= Marva Smalls =

Marva A. Smalls (born November 10, 1956), is an American businesswoman who is Executive Vice President of Public Affairs and Chief of Staff for Nickelodeon, based in South Carolina.

== Early life and education ==
Marva Smalls was born on November 10, 1956, and grew up in Florence, South Carolina. She is the middle child of five kids, which she says helped her to navigate different situations. She attended black public schools until the 9th grade.

Smalls participated in Girl Scouts. She was competitive as a kid and was valedictorian in kindergarten. Smalls was vice president and president in high school and joined the marching band and the drama club. She attended the University of South Carolina for college and majored in political science. Her freshmen year, she was a page in the State Senate. Smalls was a member of the Young Democrats during this time and started the first NAACP chapter on campus. She was awarded an Honorary Doctorate of Humanities and received both graduate and undergraduate degrees from the University of South Carolina. She has a Bachelors degree as well as a Master's degree for public administration.

== Career ==
Smalls worked as the Chief of Staff for Washington congressman Robin Tallon. This made her the first black Chief of Staff for a white congressman in the South. She then worked for the lieutenant governor's office in South Carolina, and shortly after for the governor of South Carolina, Dick Riley. In 1993, Smalls accepted an offer to join Nickelodeon with the intentions of going back to politics in the future. She became the head of public affairs and Chief of Staff for Nickelodeon. She connected with government officials and public advocates from Nickelodeon and has worked with multiple presidents and first ladies. Smalls was included in the British Prime Minister's state dinner where she was seated at the head table by President Obama.

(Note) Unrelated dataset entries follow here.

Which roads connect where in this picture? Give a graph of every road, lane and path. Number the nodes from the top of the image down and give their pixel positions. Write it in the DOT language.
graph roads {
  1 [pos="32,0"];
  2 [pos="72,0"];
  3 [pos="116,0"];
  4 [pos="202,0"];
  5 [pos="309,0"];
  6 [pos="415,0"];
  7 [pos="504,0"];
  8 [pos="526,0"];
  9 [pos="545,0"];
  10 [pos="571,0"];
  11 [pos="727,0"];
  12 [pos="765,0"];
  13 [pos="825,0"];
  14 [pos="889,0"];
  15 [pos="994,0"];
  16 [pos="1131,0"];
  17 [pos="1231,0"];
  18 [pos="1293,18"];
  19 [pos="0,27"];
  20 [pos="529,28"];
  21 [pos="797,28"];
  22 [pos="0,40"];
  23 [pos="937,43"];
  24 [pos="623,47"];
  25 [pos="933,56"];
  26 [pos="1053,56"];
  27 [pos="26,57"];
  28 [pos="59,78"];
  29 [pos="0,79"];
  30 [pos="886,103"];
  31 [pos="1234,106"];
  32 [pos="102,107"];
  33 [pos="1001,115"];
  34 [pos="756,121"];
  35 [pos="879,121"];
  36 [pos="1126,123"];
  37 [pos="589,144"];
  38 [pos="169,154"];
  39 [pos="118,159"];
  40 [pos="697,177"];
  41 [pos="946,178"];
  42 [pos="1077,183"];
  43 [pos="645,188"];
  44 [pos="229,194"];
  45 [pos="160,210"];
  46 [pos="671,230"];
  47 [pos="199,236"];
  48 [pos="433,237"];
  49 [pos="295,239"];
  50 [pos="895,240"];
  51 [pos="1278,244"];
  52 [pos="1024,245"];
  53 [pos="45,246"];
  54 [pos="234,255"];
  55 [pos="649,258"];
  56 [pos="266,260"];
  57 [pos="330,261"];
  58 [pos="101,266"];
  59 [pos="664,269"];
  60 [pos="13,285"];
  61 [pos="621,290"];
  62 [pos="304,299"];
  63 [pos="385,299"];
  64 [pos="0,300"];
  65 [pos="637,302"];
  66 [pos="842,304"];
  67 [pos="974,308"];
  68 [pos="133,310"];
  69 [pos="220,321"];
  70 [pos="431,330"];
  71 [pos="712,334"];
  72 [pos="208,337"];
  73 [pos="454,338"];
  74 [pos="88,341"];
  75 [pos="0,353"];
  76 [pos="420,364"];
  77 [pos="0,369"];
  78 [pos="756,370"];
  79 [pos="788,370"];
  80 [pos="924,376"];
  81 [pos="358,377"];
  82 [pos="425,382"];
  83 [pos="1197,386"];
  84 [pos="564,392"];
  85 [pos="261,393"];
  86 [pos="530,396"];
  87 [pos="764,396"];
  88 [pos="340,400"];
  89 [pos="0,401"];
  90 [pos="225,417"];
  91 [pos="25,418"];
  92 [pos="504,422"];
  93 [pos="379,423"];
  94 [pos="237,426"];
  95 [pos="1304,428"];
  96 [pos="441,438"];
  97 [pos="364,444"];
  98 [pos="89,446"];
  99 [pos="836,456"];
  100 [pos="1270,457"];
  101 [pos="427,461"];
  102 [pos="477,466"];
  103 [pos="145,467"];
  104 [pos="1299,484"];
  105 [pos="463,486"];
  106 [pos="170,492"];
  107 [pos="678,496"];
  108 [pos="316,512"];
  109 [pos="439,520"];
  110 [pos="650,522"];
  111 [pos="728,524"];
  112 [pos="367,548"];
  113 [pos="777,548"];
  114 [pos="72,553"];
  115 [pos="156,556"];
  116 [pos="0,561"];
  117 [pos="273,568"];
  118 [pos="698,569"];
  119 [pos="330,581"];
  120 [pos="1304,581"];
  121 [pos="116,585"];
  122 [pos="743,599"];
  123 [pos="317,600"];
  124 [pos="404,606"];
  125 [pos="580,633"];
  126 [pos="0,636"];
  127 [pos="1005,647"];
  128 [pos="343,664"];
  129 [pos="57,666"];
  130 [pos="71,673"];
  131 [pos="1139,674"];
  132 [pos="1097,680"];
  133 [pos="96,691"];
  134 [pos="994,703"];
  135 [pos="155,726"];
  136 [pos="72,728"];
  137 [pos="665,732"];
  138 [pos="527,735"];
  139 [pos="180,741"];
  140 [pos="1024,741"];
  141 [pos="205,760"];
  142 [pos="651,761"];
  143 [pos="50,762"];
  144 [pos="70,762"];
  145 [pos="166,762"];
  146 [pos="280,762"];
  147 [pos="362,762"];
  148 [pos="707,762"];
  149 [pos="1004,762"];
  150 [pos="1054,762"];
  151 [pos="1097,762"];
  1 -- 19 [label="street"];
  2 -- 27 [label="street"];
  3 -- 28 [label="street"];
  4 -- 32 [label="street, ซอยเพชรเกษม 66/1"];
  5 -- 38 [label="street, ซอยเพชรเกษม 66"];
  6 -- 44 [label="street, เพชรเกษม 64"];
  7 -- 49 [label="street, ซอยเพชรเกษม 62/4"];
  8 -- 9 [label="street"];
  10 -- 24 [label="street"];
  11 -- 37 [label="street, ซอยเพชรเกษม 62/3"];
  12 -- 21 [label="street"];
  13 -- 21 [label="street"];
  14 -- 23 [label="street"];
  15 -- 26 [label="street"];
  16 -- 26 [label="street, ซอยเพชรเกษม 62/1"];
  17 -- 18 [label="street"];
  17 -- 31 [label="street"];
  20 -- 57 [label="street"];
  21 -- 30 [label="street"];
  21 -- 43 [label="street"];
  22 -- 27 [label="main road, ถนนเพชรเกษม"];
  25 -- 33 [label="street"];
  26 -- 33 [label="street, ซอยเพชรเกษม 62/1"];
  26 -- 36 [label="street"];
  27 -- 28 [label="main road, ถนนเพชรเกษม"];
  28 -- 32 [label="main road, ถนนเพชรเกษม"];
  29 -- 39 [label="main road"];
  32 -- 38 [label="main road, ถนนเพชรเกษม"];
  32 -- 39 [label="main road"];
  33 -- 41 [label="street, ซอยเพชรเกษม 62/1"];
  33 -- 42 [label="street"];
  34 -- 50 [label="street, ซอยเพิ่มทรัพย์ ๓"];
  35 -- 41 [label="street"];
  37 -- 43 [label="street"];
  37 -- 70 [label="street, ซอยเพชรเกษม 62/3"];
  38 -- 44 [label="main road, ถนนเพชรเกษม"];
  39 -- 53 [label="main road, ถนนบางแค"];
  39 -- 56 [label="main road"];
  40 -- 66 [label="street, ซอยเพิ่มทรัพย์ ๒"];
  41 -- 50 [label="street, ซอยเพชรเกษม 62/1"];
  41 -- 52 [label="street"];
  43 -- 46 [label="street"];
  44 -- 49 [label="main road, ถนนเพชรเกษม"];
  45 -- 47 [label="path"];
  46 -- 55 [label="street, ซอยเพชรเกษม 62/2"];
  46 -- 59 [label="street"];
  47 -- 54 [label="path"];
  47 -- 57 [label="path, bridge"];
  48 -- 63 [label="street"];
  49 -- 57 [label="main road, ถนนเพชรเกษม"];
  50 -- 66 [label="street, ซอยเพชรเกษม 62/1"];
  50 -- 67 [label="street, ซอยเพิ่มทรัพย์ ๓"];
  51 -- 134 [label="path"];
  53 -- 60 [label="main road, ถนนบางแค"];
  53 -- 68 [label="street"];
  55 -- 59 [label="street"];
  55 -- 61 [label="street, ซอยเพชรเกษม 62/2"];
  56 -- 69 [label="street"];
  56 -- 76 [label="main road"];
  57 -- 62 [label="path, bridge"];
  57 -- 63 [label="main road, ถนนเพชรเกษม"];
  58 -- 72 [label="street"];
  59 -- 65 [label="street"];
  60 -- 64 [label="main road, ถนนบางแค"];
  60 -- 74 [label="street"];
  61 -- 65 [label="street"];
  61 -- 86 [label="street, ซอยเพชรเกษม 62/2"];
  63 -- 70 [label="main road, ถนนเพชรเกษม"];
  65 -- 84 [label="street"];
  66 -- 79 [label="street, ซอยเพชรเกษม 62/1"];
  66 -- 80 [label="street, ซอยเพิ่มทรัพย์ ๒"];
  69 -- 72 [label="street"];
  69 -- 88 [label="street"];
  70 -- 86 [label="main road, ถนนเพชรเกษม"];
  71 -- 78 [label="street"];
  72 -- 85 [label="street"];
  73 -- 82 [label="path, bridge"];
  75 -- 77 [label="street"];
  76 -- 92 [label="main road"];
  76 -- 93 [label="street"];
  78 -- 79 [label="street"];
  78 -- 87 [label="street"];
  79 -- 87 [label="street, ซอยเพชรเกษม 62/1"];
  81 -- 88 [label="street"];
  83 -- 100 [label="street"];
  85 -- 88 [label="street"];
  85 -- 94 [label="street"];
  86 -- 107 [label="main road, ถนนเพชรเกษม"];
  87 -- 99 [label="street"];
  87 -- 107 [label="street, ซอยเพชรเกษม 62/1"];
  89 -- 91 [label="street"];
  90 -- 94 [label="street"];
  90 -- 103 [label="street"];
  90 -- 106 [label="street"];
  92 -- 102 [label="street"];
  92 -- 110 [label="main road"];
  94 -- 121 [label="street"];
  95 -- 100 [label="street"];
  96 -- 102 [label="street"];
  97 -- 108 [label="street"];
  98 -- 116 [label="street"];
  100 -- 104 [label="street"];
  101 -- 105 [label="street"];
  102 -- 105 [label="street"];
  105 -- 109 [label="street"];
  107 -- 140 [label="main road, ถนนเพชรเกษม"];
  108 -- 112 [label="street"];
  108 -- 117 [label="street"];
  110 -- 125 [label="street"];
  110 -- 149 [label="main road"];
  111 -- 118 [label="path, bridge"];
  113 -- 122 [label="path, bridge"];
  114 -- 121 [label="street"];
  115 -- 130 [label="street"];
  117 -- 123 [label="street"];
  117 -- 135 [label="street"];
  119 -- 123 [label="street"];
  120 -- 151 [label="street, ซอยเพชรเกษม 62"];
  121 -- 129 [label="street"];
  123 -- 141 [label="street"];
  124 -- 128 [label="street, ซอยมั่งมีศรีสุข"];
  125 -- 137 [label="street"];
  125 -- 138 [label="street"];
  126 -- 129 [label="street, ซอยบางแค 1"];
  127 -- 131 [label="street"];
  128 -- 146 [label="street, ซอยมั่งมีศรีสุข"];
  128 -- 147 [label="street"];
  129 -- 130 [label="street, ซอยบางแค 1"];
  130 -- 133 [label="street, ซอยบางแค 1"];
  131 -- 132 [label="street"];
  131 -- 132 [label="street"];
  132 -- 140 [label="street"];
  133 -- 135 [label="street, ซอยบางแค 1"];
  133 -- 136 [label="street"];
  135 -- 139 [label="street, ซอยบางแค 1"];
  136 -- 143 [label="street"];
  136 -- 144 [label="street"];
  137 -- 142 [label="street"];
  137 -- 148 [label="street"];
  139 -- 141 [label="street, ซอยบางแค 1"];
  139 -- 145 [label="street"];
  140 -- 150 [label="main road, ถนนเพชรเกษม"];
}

Smalls launched the Ron McNair School for Aerospace Science at the University of South Carolina and is on the Medical University of South Carolina Foundation Board. She also serves on the college's Board of Visitors. She is a Corporate Director for the National Bank of South Carolina and a founding board member of the Florence, South Carolina Performing Arts Center. Smalls is the founder of the Marva Small Endowment.

Smalls was asked to launch a Viacom-wide diversity and inclusion effort by Viacom's corporate office. She wanted to stay with Nickelodeon, so turned it down. The Chairman of Viacom agreed to let Smalls stay at Nickelodeon and work for him at the same time, and so she agreed.

== Accomplishments and awards ==
Smalls served as president to the Big Brothers Big Sisters of New York, as she resides in both New York and South Carolina. She has donated over $3 million to programs that benefit children and families. Smalls received the 2025 ELC Achievement Award.